Кладу трубку и резко набираю своего адвоката. А у него телефон выключен, и второй телефон выключен. Звоню его секретарше.

– Алё, Денис Владимирович, – спокойным тоном отвечает она.

– Игорь выключил телефон, скажи, чтобы перезвонил мне, это срочно.

– Денис Владимирович, Игорь Львович пропал. Как в пятницу выключил телефон так и не объявляется. Что мне ему передать, как объявится.

– Ничего, пусть перезвонит, – кладу я трубку. Неужели они и до адвоката добрались. Кто владеет такими связями, чтобы провернуть эту многоходовочку.

Набираю отца. Он не сразу берёт трубку, конечно, он же пенсионер. Правда через минуту перезванивает. Пока жив он всегда на посту, такой у меня отец.

– Пап, – говорю я, но он сразу перебивает меня.

– Я знаю, чего ты звонишь, Вера тебе уже всё рассказала.

– Смотря, что ты имеешь в виду, – готовлюсь слушать я.

– Причина в моей несговорчивости, нужно сразу было согласиться. А я всё тянул да тянул. – Пространно рассуждает он.

– Что тянул? О чём ты говоришь!? – повышаю я голос.

– Денис, наша компания уже не принадлежит нам. Я пытался списать долги, да видно, мне их не простили, – тяжко вздыхает он.

– Какие долги, ты о чём? – не понимаю я.

– Приезжай поскорее нас ждёт очень серьёзный разговор на са-а-амом верху. – И не прощаясь, он кладёт трубу. Это на него совсем не похоже.

«А как я приеду здесь же Юлечка одна?»

Подхожу к офицеру, который стоит на дверях моей комнаты, и спрашиваю его на ломанном английском:

– Сори, кэн ай си май лоер, – вроде правильно всё сказал, правда, не уверен в произношении.

– Ес, ес, – говори он и выпускает меня из комнаты. А навстречу мне выходит местный полиглот, знаток русского.

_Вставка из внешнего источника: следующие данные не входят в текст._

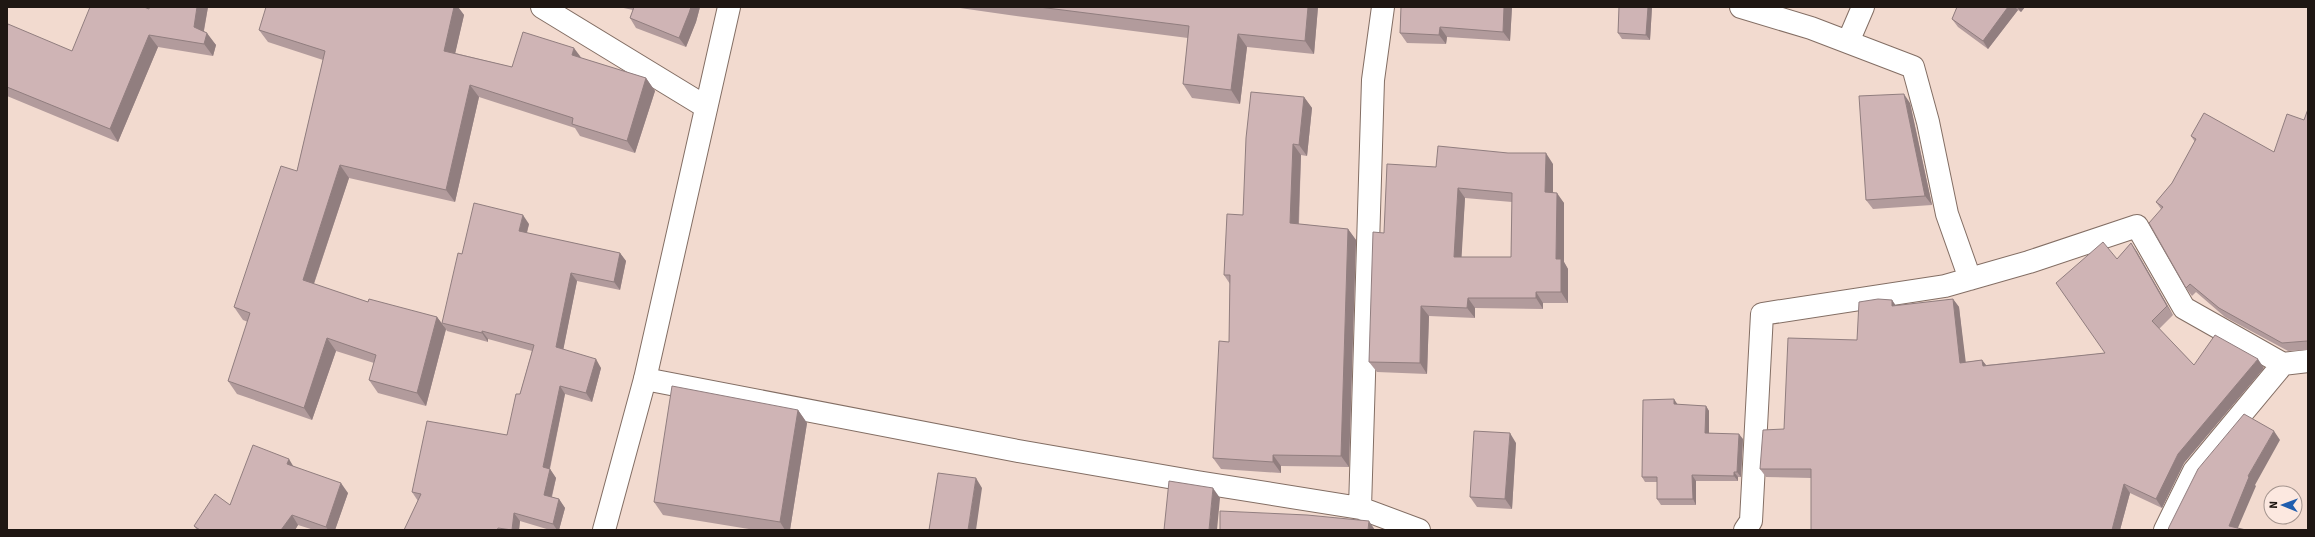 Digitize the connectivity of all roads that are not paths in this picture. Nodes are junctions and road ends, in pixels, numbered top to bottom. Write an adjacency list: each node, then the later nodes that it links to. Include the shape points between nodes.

– Мистер Зотов, вы свободны, вам не представлено никаких обвинений, – сходу выпаливает он.

– А Юлечка, – вижу, что он не понимает о ком я. – Май гёлфрэнд.

– Ё вайф? – переспрашивает он меня.

– Ес, ес, май вайф, – качаю я головой.

– Сори, – отвечает он. – Она задержана, её мы отпустить не можем.

– Я без неё никуда не поеду, – строго говорю я.

– Тогда вам придётся провести здесь ближайшие 20 лет, – пожимает плечами он и возвращает мне мой паспорт.

========== Глава 37 ==========

Юля

Меня везут в бронированном микроавтобусе с пятью охранниками. Можно подумать, что если бы брони было меньше и охраны, я бы попыталась бежать. Мне о чём-то говорят, но я ни черта не понимаю. Мне страшно, все такие чёрные. Меня пока никто не бил, но довольно плотно защёлкнулись наручники на руках. В тот момент почему-то решила, что это игра и думала про наши игры с Денисом, не плохо бы разнообразить их наручники. Но похоже это никакая не игра, оружие вокруг настоящее, наручники на мне настоящие и вообще всё по-настоящему. Но у меня пока не хватает смелости поверить в то, что это происходит взаправду. Меня всё ещё качает на волнах воображаемого океана, я всё ещё загораю под палящим солнцем и поэтому представить себе, что меня везут в местный околоток, я сейчас просто физически не могу.

– Сори, ай нид адвокат, – пытаюсь я хоть как-то до них достучаться.

– Но, – отвечает мне один из них.

– Но инглыш, – говорит с жутким корявым акцентом другой.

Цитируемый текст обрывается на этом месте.